» **WHAT TO PRODUCE**:
Filter the data for "Left" and copy matching lines.

..........

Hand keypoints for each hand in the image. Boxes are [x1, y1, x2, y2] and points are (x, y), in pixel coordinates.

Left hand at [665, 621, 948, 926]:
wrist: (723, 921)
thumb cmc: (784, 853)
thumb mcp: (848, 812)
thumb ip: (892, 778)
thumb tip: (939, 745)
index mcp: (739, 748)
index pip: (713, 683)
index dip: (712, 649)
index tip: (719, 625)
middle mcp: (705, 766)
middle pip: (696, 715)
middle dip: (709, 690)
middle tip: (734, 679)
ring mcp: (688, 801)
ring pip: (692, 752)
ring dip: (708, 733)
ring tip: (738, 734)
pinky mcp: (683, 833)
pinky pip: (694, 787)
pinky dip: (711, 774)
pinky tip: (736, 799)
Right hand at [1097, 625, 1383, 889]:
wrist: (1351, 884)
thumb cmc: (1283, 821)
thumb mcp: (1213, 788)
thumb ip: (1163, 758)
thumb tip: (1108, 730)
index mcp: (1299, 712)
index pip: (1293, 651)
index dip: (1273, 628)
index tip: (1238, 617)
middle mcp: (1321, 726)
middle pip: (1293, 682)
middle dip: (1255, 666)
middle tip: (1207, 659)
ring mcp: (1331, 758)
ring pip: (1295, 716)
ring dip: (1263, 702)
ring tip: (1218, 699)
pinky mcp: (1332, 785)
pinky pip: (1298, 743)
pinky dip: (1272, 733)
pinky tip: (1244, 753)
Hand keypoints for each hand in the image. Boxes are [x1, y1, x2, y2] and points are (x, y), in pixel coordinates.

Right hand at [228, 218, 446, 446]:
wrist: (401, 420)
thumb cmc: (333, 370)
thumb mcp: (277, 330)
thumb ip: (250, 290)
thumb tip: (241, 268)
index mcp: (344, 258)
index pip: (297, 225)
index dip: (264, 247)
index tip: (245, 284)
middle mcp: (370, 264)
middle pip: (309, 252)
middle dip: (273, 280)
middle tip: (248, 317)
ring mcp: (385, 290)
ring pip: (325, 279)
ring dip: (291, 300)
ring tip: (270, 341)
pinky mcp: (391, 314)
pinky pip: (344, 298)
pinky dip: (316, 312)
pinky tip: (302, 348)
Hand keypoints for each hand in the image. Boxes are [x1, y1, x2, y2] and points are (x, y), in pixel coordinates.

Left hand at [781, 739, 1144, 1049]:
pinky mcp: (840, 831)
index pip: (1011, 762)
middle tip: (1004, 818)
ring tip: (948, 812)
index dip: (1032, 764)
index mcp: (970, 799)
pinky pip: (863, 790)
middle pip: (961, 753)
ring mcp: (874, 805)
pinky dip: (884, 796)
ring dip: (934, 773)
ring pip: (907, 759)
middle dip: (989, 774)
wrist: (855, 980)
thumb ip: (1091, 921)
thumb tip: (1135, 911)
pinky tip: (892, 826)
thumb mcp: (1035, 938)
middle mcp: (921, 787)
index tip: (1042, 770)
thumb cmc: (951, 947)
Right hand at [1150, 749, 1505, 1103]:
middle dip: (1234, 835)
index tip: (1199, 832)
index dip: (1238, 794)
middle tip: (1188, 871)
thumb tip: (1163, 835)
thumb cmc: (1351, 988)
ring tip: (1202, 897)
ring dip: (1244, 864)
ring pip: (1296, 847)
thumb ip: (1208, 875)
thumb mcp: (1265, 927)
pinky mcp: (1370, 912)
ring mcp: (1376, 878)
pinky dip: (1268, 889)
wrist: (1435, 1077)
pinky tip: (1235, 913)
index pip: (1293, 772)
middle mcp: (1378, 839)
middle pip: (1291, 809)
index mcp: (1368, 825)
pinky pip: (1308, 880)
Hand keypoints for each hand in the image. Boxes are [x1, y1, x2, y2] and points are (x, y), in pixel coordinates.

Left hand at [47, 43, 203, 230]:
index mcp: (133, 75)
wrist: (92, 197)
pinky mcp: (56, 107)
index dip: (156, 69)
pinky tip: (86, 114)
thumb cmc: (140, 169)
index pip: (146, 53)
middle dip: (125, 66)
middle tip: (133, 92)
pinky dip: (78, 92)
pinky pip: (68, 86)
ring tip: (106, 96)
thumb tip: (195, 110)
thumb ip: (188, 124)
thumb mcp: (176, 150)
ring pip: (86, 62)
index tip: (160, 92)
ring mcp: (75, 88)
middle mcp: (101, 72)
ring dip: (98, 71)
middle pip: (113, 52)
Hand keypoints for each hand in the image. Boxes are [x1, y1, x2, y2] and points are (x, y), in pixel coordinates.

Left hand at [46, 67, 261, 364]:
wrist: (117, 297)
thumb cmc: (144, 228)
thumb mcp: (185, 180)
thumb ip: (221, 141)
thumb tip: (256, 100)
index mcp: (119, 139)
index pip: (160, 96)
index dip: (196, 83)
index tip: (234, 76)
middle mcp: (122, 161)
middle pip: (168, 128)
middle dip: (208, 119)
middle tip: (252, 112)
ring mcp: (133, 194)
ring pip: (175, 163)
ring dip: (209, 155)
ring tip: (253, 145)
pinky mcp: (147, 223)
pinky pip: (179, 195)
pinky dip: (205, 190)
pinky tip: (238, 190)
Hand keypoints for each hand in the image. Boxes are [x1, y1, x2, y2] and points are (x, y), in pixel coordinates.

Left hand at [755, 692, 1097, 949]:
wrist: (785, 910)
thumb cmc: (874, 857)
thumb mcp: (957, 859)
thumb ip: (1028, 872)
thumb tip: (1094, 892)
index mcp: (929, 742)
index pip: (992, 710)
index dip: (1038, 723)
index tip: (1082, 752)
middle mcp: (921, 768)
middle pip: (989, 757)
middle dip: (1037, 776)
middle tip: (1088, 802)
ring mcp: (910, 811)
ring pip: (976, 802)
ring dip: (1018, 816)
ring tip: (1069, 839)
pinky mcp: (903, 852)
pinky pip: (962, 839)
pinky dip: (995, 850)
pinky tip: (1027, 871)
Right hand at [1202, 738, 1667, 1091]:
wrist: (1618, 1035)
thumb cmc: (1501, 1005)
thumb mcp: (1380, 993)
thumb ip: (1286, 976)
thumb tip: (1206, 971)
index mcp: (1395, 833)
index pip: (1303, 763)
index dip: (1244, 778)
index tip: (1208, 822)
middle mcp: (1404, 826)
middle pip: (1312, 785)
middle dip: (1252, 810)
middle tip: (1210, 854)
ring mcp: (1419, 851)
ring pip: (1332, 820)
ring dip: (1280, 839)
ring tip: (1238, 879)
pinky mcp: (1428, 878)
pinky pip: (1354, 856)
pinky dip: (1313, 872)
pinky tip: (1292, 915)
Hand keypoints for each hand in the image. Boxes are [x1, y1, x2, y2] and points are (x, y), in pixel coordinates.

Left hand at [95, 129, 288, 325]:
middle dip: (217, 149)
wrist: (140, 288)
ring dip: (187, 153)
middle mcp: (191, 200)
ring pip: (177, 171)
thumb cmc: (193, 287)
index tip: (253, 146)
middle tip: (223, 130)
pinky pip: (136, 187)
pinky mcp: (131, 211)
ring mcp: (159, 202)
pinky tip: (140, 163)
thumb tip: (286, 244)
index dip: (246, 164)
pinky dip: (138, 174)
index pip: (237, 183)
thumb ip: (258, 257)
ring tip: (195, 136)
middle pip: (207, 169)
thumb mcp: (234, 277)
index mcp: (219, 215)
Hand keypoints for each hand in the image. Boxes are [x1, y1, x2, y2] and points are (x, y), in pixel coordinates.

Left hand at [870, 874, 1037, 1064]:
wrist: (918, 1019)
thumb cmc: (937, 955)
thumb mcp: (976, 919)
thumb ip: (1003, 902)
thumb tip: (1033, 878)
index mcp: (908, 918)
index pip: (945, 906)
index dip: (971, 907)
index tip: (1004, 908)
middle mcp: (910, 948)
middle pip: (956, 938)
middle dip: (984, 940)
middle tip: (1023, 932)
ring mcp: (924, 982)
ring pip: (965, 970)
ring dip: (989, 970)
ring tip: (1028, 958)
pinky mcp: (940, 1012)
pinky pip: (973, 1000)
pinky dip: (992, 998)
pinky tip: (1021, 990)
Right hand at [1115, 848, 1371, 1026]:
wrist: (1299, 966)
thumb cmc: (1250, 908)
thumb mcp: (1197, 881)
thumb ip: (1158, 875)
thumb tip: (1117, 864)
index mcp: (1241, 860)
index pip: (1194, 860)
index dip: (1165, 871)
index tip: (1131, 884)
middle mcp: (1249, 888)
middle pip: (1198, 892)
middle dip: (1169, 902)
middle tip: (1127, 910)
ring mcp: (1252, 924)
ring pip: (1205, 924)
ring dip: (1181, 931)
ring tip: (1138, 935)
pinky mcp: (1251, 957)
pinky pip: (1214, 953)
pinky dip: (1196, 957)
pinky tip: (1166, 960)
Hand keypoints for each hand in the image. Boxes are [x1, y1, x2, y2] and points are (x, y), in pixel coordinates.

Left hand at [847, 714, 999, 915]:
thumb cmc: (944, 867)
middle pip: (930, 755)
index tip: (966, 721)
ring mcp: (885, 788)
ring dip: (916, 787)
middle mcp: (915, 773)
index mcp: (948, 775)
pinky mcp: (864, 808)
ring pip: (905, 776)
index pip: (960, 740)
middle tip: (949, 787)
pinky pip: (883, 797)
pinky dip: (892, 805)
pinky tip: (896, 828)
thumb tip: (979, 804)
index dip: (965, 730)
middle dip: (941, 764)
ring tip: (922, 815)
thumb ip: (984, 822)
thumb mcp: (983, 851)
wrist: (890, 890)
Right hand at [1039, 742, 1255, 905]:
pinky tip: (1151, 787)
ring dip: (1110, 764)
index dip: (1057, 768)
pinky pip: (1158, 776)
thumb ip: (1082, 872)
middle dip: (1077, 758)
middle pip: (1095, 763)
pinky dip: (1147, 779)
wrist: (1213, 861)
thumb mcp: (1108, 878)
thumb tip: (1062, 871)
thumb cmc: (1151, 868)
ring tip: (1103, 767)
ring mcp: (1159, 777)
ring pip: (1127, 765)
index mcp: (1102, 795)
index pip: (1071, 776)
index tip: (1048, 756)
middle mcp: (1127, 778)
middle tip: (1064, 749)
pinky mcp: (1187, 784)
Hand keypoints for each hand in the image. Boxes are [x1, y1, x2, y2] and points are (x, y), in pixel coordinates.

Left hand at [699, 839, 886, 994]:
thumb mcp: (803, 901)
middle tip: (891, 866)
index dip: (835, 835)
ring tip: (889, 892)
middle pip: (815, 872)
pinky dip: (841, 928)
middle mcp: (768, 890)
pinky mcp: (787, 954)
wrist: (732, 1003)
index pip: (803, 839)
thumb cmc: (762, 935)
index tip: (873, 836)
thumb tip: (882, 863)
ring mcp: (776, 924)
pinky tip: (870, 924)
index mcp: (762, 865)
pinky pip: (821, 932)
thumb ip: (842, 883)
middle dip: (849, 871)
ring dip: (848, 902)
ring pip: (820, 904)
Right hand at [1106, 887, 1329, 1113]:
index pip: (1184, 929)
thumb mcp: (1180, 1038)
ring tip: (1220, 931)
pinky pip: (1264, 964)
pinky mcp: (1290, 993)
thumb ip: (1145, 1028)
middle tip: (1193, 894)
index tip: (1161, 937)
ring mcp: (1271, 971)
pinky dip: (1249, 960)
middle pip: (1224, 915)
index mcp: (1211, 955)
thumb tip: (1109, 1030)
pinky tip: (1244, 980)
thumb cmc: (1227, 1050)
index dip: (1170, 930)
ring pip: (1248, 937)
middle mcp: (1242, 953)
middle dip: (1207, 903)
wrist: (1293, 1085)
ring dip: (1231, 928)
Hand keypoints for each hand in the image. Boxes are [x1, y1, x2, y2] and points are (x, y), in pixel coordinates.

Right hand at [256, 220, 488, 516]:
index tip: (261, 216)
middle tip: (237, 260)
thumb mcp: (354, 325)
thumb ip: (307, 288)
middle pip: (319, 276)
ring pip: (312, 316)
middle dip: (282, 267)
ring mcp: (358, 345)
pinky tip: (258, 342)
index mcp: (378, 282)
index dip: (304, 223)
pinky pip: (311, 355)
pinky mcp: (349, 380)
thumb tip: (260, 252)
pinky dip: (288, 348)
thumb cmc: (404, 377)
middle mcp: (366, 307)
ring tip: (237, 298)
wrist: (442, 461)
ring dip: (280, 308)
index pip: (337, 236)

..........

» **TASK RESPONSE**:
Left hand at [665, 621, 948, 926]:
Left hand at [781, 739, 1144, 1049]:
Left hand at [47, 43, 203, 230]:
Left hand at [46, 67, 261, 364]:
Left hand at [755, 692, 1097, 949]:
Left hand at [95, 129, 288, 325]:
Left hand at [870, 874, 1037, 1064]:
Left hand at [847, 714, 999, 915]:
Left hand at [699, 839, 886, 994]:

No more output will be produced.